Stored items:
:::

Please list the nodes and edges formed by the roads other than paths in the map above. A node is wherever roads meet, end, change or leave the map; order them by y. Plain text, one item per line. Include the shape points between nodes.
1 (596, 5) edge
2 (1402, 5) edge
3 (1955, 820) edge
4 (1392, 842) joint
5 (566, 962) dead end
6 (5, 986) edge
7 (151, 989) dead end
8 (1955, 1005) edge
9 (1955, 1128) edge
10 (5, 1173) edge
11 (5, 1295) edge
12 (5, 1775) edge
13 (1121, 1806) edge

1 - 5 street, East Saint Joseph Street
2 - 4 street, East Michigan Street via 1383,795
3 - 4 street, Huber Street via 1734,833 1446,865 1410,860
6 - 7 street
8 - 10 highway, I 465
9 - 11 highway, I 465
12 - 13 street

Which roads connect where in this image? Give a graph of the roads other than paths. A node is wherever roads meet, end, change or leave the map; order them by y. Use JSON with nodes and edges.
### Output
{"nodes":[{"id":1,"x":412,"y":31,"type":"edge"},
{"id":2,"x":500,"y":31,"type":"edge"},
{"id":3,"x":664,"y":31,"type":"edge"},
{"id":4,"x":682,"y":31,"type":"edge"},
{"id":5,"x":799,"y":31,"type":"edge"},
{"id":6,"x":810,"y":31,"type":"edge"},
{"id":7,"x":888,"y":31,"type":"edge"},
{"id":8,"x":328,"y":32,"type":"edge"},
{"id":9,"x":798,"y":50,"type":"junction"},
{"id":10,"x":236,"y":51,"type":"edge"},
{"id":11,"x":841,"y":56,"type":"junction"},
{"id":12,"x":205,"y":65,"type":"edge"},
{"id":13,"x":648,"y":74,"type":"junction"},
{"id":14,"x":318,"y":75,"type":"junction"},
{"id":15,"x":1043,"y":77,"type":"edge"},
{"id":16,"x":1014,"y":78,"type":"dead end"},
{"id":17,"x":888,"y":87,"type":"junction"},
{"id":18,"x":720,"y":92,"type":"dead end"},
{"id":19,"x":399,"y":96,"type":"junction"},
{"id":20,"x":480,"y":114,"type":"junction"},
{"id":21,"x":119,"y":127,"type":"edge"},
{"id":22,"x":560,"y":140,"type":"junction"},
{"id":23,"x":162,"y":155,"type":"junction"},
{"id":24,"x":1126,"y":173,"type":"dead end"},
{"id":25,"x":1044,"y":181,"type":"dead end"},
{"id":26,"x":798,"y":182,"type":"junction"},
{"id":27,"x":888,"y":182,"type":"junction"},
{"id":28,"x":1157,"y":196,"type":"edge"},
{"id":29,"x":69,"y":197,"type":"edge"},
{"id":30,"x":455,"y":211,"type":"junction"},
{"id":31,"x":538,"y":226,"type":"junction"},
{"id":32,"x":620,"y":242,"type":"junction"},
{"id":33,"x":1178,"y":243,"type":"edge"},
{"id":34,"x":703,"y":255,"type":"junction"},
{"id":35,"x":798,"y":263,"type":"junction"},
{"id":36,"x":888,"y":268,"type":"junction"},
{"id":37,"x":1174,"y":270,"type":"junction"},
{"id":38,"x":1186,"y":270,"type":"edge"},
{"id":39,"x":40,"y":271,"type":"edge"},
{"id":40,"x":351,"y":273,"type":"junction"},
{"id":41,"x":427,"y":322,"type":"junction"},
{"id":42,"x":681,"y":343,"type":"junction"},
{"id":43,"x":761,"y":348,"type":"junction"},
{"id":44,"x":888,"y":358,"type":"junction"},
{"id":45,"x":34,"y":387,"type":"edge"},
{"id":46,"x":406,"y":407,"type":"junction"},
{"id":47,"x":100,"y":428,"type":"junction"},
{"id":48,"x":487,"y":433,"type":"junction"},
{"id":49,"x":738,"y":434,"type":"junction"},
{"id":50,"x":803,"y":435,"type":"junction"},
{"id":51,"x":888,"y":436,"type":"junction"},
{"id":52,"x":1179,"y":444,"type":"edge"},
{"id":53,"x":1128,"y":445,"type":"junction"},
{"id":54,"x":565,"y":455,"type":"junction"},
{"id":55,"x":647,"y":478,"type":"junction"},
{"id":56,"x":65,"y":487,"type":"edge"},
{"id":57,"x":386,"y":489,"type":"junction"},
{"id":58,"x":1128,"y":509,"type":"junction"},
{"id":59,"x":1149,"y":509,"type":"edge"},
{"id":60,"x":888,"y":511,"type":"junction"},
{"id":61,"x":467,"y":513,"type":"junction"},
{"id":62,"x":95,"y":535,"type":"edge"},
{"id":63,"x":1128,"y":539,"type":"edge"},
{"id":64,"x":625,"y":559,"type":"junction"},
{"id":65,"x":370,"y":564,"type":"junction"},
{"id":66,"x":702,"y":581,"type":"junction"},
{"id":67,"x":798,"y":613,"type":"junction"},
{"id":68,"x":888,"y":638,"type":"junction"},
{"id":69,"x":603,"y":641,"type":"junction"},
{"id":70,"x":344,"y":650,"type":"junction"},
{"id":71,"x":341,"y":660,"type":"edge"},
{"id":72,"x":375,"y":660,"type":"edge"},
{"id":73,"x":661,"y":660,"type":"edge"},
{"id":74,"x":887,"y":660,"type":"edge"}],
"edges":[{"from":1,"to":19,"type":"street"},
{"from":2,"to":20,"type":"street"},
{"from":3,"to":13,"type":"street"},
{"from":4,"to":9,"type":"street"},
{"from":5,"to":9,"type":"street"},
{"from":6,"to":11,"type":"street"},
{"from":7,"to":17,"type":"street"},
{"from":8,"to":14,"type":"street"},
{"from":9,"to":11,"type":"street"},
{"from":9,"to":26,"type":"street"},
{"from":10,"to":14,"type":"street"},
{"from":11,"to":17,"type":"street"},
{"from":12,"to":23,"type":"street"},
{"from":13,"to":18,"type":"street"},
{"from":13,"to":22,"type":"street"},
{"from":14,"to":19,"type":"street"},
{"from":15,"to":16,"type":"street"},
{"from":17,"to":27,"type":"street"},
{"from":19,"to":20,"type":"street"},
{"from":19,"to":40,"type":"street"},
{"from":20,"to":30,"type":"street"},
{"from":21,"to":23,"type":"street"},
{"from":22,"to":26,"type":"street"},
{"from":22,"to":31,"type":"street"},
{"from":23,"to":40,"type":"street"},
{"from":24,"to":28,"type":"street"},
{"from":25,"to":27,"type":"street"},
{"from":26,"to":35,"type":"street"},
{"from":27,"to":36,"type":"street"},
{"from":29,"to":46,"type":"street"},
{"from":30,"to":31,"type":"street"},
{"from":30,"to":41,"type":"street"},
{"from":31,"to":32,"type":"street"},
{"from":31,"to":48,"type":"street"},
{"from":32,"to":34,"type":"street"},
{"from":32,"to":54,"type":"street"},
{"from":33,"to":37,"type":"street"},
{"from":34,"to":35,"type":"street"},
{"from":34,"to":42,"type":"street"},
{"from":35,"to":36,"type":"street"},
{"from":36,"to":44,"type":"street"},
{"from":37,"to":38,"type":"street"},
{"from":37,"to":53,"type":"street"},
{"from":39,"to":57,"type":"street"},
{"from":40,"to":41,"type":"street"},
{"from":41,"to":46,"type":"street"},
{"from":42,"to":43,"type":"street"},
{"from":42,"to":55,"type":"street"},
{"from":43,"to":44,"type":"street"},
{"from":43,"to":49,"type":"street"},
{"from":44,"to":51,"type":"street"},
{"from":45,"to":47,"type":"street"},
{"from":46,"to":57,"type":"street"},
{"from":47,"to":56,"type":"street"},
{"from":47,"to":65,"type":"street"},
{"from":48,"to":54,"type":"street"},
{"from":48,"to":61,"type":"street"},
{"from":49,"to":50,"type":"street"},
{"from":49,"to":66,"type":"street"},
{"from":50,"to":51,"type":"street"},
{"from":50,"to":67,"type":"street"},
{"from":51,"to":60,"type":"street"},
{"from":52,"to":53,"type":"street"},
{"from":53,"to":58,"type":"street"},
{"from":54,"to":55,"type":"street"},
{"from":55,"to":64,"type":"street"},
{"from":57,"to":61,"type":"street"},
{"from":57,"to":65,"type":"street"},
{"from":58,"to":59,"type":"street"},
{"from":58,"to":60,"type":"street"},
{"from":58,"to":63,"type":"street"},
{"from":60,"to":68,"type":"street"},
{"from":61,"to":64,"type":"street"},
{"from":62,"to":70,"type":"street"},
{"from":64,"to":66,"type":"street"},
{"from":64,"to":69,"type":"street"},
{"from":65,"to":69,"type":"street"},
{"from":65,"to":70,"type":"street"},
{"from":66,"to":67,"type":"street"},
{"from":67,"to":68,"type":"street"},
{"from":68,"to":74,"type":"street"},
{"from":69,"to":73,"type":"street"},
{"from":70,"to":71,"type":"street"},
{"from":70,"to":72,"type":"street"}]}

:::

Reproduce the records above line by line, without any change, up to and including the line that holds "Which roads connect".

Please list the nodes and edges formed by the roads other than paths in the map above. A node is wherever roads meet, end, change or leave the map; order them by y. Plain text, one item per line. Include the shape points between nodes.
1 (596, 5) edge
2 (1402, 5) edge
3 (1955, 820) edge
4 (1392, 842) joint
5 (566, 962) dead end
6 (5, 986) edge
7 (151, 989) dead end
8 (1955, 1005) edge
9 (1955, 1128) edge
10 (5, 1173) edge
11 (5, 1295) edge
12 (5, 1775) edge
13 (1121, 1806) edge

1 - 5 street, East Saint Joseph Street
2 - 4 street, East Michigan Street via 1383,795
3 - 4 street, Huber Street via 1734,833 1446,865 1410,860
6 - 7 street
8 - 10 highway, I 465
9 - 11 highway, I 465
12 - 13 street

Which roads connect where in this image? Give a graph of the roads other than paths. A node is wherever roads meet, end, change or leave the map; order them by y. Use JSON with nodes and edges.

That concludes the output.